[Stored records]
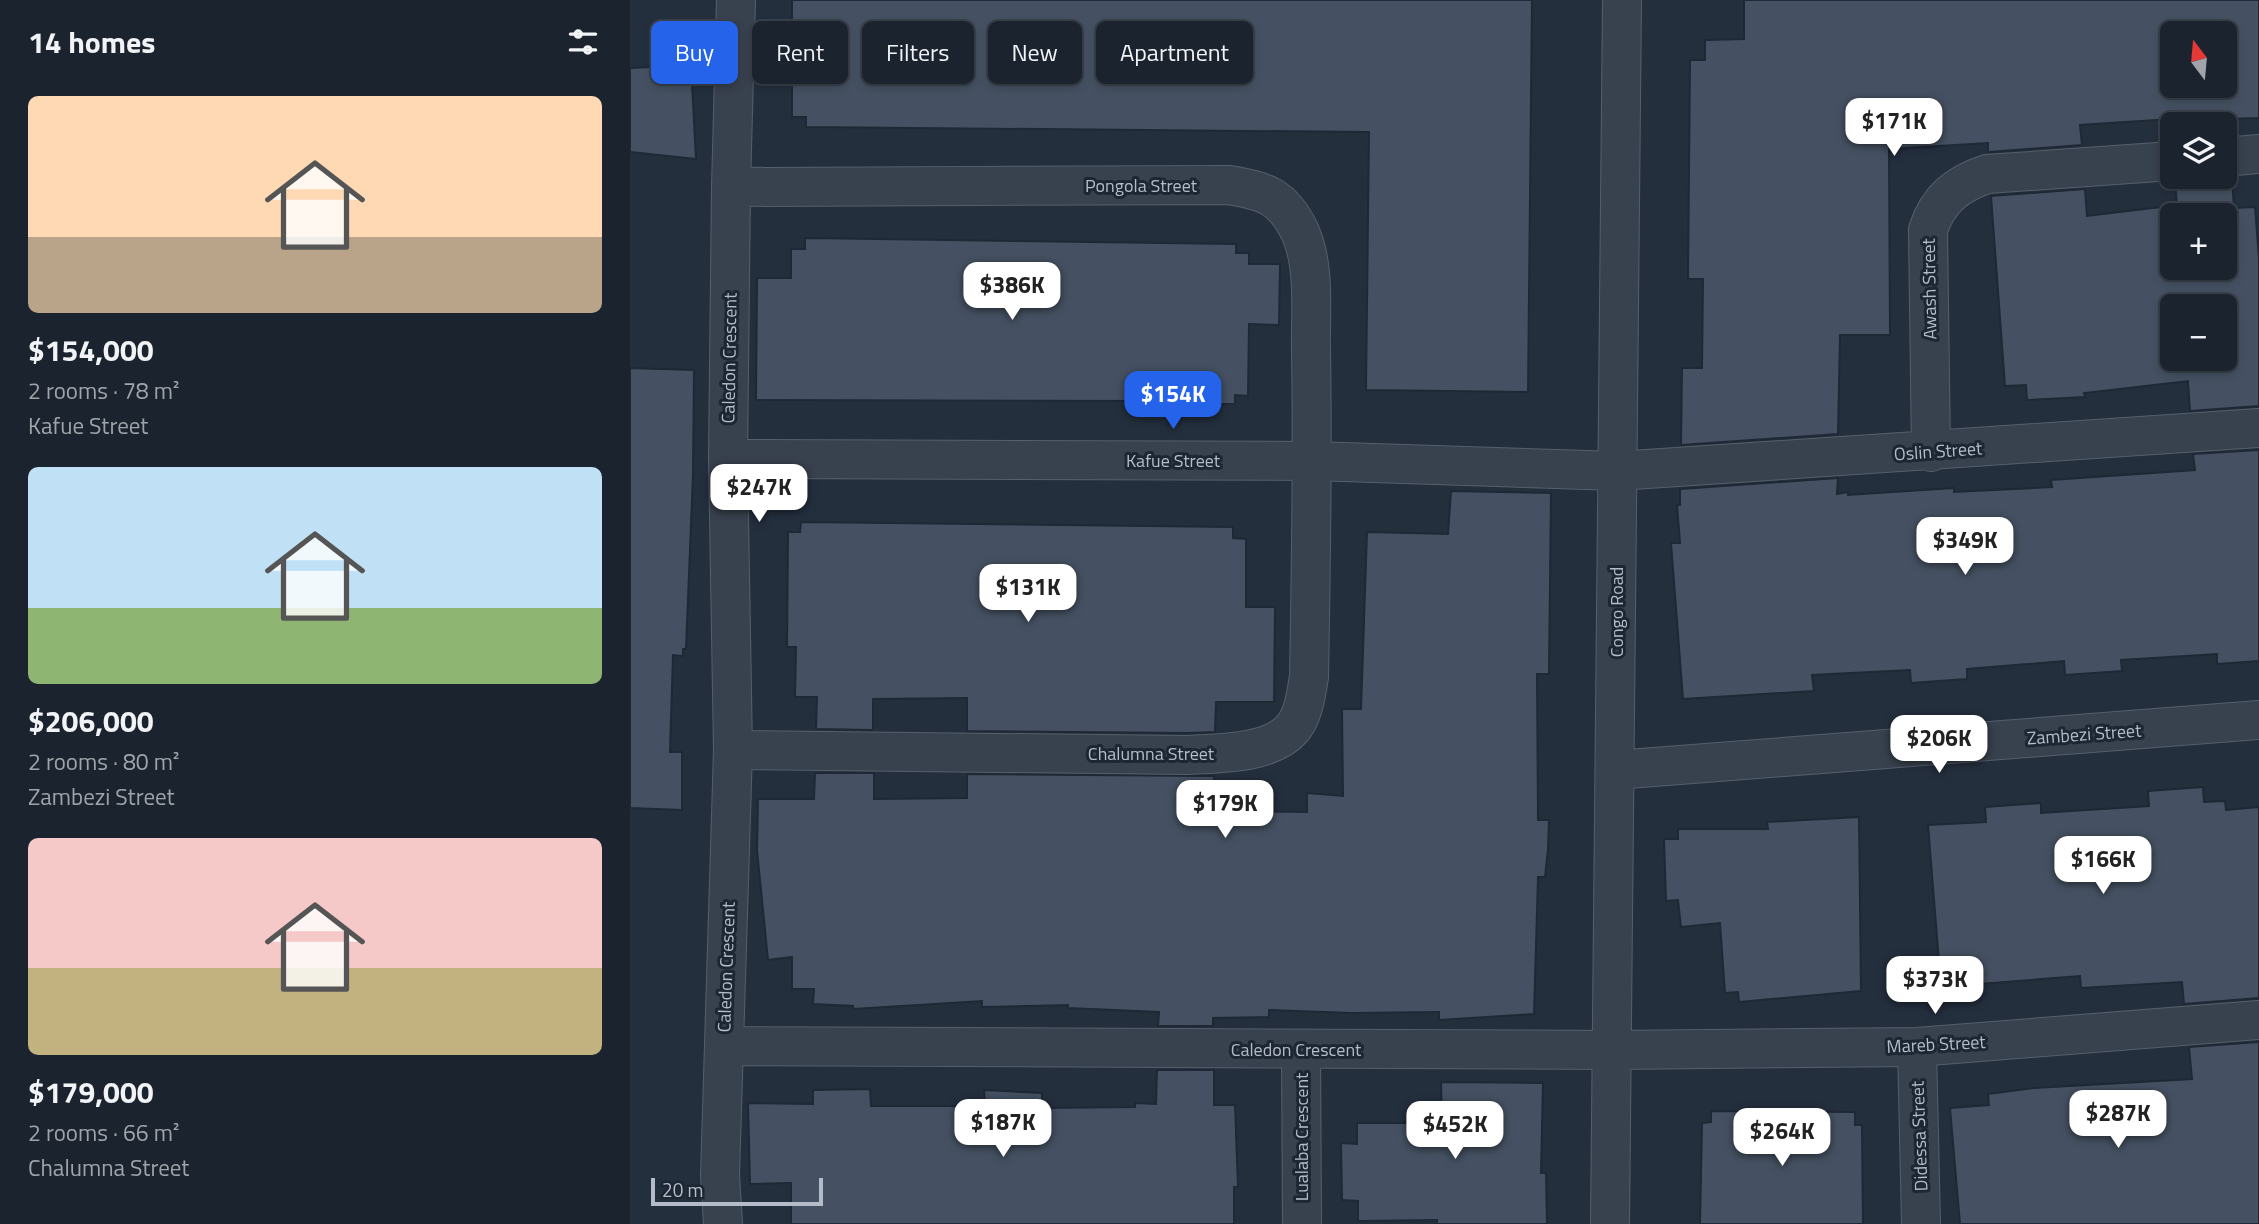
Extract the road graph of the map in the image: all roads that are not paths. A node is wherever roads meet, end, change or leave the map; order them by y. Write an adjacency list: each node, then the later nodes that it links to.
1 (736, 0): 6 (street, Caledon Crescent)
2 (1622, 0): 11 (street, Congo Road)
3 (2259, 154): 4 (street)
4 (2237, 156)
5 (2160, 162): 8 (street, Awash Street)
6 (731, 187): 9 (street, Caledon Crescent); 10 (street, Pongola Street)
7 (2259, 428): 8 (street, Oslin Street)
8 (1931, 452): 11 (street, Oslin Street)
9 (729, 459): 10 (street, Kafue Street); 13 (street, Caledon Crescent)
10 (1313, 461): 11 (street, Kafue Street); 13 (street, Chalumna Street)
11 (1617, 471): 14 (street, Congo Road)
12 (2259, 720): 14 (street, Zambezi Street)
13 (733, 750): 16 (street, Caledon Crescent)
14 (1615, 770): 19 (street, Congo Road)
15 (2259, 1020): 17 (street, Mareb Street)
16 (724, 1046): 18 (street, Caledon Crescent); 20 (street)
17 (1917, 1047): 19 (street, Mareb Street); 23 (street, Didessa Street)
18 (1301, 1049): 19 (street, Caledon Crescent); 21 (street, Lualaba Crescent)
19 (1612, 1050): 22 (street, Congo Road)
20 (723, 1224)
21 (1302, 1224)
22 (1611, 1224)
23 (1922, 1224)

◆ **Exercise directions**:
Please reproduce every entry above exactly, but leave out the pictures.

◆ **Reply**:
Extract the road graph of the map in the image: all roads that are not paths. A node is wherever roads meet, end, change or leave the map; order them by y. Write an adjacency list: each node, then the later nodes that it links to.
1 (736, 0): 6 (street, Caledon Crescent)
2 (1622, 0): 11 (street, Congo Road)
3 (2259, 154): 4 (street)
4 (2237, 156)
5 (2160, 162): 8 (street, Awash Street)
6 (731, 187): 9 (street, Caledon Crescent); 10 (street, Pongola Street)
7 (2259, 428): 8 (street, Oslin Street)
8 (1931, 452): 11 (street, Oslin Street)
9 (729, 459): 10 (street, Kafue Street); 13 (street, Caledon Crescent)
10 (1313, 461): 11 (street, Kafue Street); 13 (street, Chalumna Street)
11 (1617, 471): 14 (street, Congo Road)
12 (2259, 720): 14 (street, Zambezi Street)
13 (733, 750): 16 (street, Caledon Crescent)
14 (1615, 770): 19 (street, Congo Road)
15 (2259, 1020): 17 (street, Mareb Street)
16 (724, 1046): 18 (street, Caledon Crescent); 20 (street)
17 (1917, 1047): 19 (street, Mareb Street); 23 (street, Didessa Street)
18 (1301, 1049): 19 (street, Caledon Crescent); 21 (street, Lualaba Crescent)
19 (1612, 1050): 22 (street, Congo Road)
20 (723, 1224)
21 (1302, 1224)
22 (1611, 1224)
23 (1922, 1224)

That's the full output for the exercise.